US EPA

6590276 

Journal Article 

Nonisothermality effects in a plasmochemical reactor 

Grigor'Ev, YN; Gorobchuk, AG 

1998 

27 

4 

250-258 

CCC:000075025100006 

The effect of the nonisothermality of a working medium on the etch rate and quality in a planar plasmochemical reactor was studied by means of numeric simulation. Free convection, thermal diffusion of reactive particles, and the temperature dependence of the heterogeneous etch reaction rate were considered as possible consequences of temperature nonuniformity. Convection, molecular heat conduction, and radiation were included in the heat exchange process. The temperature of the lower electrode was assumed to be preset and varied in a range typical of reactors of the given type. The etching of silicon in a carbon tetrafluoride plasma was simulated for usual working conditions in industrial reactors. The reactive particle fluxes to the sample were shown to be controlled by concentration and thermal diffusions.

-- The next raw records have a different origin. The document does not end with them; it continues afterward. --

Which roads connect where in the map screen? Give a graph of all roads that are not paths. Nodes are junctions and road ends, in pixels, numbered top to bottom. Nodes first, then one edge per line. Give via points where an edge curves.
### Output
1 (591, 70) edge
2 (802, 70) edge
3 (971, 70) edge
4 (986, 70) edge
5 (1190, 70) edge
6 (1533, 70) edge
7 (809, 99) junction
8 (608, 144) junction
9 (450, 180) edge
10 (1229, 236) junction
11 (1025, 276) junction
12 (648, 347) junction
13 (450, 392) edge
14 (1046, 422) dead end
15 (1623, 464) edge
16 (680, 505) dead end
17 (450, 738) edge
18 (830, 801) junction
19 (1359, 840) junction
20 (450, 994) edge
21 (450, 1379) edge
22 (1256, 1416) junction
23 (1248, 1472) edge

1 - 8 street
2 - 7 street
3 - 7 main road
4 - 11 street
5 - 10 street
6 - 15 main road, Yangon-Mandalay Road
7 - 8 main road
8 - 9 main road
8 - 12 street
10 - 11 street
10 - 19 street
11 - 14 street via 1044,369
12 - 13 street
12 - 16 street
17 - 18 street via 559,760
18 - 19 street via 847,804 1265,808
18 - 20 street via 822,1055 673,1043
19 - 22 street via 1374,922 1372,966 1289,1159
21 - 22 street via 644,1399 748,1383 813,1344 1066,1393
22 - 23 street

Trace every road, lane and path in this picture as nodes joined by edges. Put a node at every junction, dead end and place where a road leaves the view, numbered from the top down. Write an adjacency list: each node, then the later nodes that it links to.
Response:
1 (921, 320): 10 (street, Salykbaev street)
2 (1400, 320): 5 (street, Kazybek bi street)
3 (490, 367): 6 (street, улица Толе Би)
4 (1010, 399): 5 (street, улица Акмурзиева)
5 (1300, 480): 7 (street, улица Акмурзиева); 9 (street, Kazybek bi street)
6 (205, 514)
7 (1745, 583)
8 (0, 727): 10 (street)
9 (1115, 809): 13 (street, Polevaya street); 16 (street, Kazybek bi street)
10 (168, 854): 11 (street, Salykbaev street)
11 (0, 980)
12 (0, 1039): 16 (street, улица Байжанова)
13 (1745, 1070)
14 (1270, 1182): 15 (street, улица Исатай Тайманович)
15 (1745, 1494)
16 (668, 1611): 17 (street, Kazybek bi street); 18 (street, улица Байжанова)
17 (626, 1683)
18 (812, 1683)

The latter accounts for up to 20% of the total flux and may substantially influence the etch uniformity in the presence of radial gradients. Heat transfer over the sample was equally accomplished by heat conduction and radiation. The latter considerably affects the temperature distribution in the gas. Convective heat and mass transfer over the sample surface is ignorable. If the temperatures of the sample and surrounding electrode are equal and constant, the thermal nonuniformity of the working medium does not affect the etch uniformity.